**EXERCISE DETAILS**. Count all lines holding "joint" in the data below and say the number, nothing more.

Items from a dataset

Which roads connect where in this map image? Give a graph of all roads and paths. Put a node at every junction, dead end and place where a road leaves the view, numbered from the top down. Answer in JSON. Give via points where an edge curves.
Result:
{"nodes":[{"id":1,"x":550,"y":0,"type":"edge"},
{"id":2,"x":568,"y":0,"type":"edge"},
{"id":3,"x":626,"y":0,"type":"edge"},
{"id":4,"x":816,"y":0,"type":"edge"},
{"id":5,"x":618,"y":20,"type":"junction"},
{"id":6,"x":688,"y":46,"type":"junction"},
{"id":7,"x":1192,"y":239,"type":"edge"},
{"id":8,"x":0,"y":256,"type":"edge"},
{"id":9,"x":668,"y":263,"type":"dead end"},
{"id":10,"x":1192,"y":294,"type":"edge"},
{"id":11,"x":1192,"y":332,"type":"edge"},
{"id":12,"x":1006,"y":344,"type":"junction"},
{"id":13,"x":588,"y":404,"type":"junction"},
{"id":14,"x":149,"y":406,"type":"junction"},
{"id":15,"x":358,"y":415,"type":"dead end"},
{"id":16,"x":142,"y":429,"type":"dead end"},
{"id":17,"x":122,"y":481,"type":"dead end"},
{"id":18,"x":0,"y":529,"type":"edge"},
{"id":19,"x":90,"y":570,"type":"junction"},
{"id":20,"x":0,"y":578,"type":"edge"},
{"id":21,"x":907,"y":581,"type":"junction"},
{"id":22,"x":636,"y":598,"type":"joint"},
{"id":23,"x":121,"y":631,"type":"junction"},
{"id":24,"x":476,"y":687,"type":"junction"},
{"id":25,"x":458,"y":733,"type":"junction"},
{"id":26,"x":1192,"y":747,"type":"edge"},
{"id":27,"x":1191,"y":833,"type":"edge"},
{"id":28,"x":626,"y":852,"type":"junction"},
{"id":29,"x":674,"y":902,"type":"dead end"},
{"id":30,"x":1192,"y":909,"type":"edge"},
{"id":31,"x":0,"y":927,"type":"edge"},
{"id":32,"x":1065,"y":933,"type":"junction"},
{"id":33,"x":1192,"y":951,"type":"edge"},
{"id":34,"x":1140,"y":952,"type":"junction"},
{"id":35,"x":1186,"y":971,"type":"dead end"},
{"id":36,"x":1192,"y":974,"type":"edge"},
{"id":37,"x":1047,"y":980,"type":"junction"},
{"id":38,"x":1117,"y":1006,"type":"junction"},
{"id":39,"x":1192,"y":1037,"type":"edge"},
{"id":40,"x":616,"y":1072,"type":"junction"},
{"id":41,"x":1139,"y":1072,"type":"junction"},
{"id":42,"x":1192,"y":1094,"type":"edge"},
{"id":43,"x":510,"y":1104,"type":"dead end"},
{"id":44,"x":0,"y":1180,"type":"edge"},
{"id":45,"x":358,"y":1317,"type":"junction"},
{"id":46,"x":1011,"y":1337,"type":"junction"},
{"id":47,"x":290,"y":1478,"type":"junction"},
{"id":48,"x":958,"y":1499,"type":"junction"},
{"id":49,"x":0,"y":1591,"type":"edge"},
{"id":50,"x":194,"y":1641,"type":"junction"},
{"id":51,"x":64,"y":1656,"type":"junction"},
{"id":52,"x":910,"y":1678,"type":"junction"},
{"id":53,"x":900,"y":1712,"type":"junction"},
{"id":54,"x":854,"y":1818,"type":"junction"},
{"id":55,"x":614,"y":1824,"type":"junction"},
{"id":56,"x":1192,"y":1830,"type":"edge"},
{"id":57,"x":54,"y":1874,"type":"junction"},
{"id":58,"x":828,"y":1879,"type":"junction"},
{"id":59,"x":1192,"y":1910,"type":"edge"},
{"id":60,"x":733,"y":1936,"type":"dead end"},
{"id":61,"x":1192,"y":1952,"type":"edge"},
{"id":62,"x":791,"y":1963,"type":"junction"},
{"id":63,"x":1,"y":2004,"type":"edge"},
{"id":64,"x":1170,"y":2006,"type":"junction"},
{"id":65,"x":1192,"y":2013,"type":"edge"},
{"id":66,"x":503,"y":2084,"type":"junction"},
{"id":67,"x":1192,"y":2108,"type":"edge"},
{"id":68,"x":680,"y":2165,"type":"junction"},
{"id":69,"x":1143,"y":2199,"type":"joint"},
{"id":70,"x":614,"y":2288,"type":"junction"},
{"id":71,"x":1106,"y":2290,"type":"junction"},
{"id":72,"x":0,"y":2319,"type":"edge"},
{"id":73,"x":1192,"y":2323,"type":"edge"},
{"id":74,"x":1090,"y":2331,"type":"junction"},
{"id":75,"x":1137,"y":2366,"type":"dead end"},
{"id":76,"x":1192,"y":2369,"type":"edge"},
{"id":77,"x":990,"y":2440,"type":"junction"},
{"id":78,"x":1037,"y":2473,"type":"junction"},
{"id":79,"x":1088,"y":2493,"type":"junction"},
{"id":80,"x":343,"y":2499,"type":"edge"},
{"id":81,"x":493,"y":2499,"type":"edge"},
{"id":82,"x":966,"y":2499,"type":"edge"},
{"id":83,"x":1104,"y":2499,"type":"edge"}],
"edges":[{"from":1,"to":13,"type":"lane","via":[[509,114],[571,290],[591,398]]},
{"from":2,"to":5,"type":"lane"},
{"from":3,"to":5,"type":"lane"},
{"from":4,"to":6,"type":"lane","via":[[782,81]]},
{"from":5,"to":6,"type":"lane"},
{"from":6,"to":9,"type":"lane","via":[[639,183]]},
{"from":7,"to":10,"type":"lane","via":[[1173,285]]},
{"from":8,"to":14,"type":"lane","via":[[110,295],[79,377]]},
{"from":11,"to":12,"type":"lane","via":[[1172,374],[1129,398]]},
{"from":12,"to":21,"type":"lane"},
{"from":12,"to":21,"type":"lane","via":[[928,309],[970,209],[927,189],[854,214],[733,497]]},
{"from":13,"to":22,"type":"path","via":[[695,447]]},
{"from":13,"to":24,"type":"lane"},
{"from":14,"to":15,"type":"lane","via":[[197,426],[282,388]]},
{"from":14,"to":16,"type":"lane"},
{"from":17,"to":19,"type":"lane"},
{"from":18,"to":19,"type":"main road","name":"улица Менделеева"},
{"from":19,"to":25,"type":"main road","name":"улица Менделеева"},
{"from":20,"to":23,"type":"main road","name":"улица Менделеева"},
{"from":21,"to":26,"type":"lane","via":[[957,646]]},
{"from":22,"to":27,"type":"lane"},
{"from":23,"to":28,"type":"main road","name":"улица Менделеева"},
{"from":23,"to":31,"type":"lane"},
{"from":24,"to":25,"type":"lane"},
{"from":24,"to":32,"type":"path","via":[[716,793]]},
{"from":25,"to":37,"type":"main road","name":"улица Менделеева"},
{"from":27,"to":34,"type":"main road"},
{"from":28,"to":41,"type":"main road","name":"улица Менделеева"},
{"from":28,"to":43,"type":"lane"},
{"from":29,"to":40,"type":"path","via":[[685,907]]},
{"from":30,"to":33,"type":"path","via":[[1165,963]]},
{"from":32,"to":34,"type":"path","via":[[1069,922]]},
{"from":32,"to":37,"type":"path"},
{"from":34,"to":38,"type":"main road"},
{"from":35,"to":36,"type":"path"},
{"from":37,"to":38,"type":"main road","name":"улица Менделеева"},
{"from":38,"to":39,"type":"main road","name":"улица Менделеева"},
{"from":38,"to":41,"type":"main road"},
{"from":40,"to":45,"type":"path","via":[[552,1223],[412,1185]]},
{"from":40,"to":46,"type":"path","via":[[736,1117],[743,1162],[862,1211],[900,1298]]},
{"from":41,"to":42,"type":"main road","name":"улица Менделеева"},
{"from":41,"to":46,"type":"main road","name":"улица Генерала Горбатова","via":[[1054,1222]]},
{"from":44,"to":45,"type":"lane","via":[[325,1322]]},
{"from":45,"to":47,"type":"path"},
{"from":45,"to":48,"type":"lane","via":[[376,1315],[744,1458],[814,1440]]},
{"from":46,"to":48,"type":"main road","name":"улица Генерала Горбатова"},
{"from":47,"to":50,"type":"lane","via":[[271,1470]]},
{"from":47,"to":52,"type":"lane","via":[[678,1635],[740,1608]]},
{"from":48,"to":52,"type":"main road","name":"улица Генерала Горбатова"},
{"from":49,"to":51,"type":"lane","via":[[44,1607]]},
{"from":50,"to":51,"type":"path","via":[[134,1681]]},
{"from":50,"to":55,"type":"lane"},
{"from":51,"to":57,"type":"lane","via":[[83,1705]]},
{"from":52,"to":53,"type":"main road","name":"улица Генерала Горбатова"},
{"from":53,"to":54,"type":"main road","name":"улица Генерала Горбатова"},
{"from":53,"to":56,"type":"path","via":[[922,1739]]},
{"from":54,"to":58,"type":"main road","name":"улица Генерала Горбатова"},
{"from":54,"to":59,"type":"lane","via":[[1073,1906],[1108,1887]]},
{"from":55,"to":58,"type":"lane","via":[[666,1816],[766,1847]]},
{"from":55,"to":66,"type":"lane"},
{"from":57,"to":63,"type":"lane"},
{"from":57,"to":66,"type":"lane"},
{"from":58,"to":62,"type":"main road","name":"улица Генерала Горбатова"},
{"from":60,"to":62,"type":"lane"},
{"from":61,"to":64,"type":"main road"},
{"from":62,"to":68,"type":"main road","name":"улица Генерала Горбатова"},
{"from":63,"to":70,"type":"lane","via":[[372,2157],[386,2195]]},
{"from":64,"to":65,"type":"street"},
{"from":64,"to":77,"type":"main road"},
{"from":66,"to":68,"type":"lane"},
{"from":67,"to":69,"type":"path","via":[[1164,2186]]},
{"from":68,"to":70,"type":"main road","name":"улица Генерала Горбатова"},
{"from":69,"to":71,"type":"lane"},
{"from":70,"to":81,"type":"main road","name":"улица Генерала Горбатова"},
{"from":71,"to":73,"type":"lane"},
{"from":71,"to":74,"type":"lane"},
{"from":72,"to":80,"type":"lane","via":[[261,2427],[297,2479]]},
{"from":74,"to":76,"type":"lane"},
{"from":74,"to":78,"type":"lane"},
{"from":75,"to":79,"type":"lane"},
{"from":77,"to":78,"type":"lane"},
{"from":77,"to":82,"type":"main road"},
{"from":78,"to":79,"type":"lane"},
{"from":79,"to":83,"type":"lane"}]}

**RESULT**. 2